GIVEN DATA:
=== Begin Enclosure ===
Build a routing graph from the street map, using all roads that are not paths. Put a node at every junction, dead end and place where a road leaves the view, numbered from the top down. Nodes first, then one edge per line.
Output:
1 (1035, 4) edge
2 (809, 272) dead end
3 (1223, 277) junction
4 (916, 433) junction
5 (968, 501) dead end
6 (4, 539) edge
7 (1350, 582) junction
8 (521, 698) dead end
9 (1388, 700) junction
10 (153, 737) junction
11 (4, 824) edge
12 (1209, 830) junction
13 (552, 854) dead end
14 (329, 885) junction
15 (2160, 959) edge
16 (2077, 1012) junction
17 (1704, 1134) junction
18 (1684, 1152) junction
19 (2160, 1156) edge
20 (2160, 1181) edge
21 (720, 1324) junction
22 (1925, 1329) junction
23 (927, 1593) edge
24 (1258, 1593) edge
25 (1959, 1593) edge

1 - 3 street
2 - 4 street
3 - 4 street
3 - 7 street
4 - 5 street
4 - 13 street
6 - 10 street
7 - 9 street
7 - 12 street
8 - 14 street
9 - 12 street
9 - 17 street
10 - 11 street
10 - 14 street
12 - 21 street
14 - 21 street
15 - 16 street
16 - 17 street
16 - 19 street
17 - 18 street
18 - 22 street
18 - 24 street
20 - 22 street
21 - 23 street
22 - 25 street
=== End Enclosure ===
=== Begin Enclosure ===
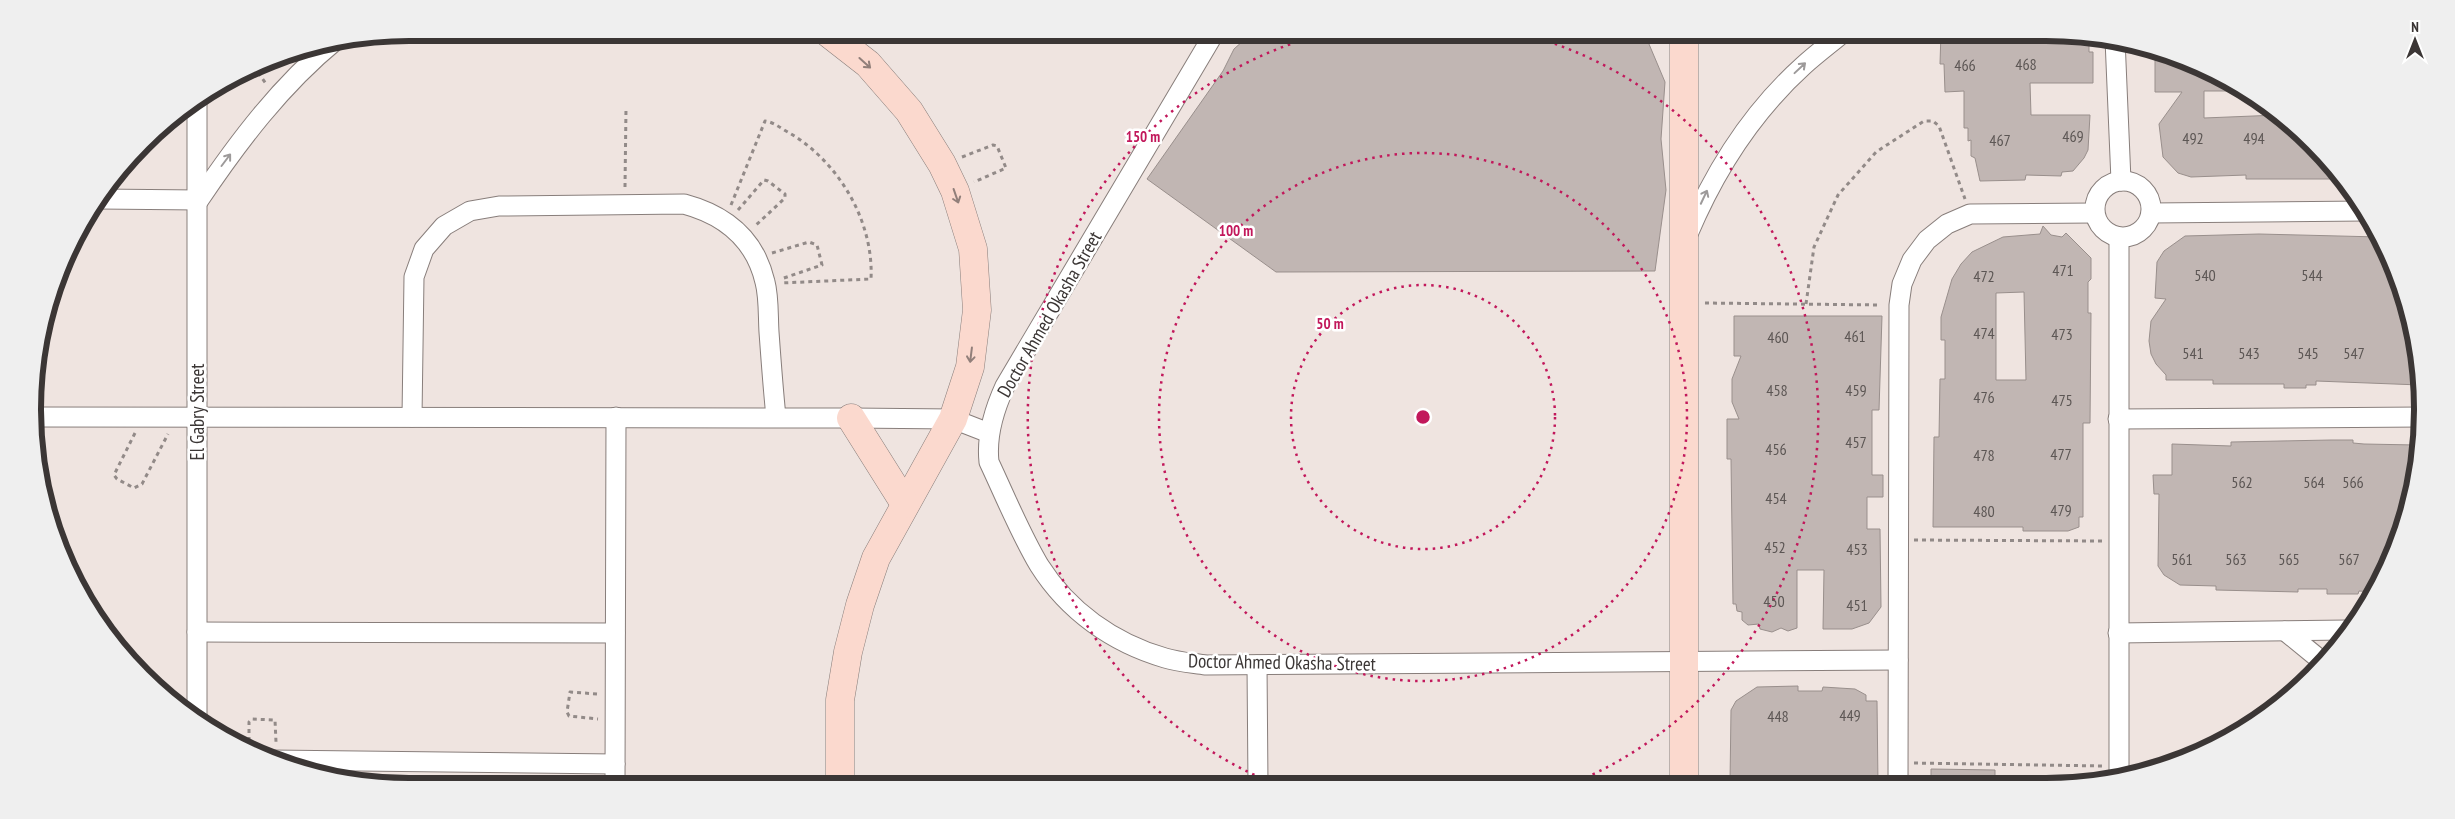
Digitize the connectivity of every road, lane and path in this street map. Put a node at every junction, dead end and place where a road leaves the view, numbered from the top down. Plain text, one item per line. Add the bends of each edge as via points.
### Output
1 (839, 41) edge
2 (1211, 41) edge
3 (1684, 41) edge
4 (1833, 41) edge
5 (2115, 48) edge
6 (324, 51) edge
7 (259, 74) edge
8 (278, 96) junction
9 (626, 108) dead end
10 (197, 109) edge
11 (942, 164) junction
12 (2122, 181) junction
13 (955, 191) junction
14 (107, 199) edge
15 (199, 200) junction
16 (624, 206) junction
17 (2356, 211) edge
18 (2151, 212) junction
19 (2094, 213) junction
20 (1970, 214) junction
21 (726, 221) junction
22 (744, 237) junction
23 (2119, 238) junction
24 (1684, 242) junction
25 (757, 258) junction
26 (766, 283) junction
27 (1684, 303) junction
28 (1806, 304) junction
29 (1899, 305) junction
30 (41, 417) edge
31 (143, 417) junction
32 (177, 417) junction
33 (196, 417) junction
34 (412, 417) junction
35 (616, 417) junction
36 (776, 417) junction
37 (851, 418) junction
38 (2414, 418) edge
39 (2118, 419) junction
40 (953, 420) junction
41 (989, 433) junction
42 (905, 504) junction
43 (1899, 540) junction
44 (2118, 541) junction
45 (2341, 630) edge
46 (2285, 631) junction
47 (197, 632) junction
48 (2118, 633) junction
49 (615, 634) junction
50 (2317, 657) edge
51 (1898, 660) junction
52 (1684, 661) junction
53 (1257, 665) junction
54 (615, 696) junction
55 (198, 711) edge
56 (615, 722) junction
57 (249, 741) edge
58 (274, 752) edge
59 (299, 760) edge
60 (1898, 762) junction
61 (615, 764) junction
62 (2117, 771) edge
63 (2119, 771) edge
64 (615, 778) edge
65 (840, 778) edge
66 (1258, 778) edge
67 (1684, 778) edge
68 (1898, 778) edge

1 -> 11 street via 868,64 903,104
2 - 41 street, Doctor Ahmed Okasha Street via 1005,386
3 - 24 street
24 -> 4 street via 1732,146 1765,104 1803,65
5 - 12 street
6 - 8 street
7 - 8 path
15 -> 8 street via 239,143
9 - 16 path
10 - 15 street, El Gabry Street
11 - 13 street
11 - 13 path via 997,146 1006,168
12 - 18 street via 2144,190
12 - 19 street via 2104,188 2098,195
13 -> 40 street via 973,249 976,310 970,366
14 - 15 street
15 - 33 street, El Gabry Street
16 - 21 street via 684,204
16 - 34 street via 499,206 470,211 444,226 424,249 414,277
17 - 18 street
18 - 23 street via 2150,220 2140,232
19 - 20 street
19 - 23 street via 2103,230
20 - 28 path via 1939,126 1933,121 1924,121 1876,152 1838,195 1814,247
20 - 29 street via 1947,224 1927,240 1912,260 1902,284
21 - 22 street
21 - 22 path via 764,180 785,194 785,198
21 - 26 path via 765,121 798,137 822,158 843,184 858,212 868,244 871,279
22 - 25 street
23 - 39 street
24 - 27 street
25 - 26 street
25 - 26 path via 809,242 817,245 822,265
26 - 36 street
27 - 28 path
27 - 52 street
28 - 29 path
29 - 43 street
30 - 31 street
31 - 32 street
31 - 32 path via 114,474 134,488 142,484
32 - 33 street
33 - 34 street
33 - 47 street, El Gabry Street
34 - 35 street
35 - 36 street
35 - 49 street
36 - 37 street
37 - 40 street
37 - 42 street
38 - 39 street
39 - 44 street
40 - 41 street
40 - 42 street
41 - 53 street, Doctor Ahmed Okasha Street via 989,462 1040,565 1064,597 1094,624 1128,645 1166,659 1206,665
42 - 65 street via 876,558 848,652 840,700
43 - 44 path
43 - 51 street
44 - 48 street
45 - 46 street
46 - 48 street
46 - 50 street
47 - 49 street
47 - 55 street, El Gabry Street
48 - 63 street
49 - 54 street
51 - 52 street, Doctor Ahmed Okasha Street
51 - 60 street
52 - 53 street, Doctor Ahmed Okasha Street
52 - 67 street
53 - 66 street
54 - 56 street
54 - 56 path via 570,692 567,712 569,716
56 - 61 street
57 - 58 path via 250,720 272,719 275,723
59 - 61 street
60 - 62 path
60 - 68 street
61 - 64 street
=== End Enclosure ===
=== Begin Enclosure ===
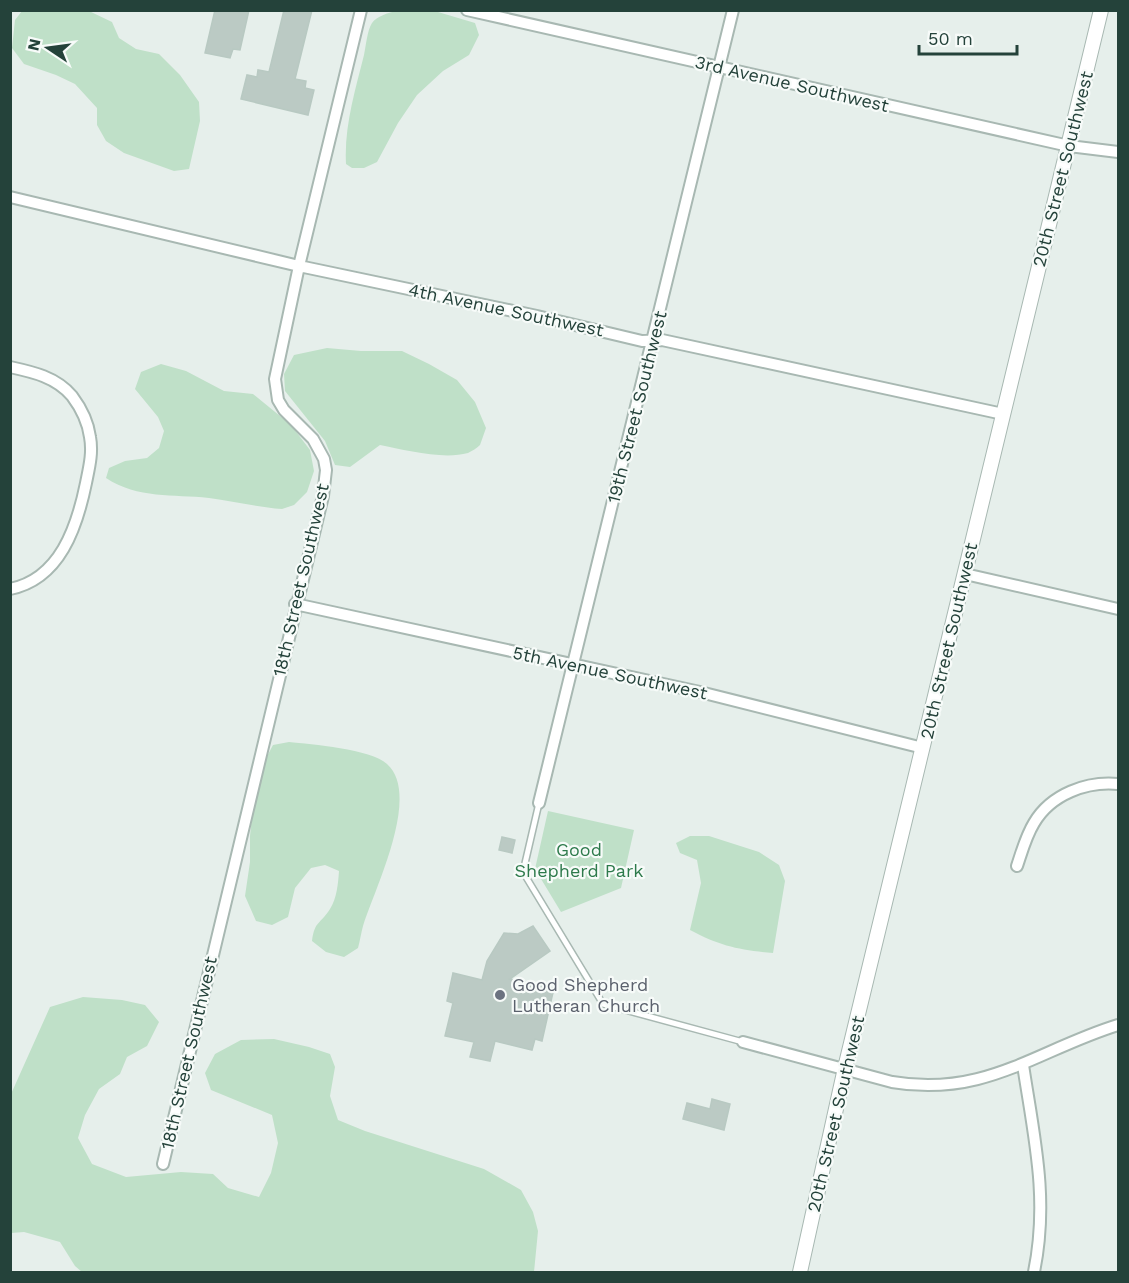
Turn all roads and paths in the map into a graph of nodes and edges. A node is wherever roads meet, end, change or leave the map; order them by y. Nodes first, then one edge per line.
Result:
=== End Enclosure ===
YOUR INSTRUCTIONS:
Look through the entries for the string "view". Every line that has it belongs in the answer.

RESPONSE:
Build a routing graph from the street map, using all roads that are not paths. Put a node at every junction, dead end and place where a road leaves the view, numbered from the top down. Nodes first, then one edge per line.
Digitize the connectivity of every road, lane and path in this street map. Put a node at every junction, dead end and place where a road leaves the view, numbered from the top down. Plain text, one item per line. Add the bends of each edge as via points.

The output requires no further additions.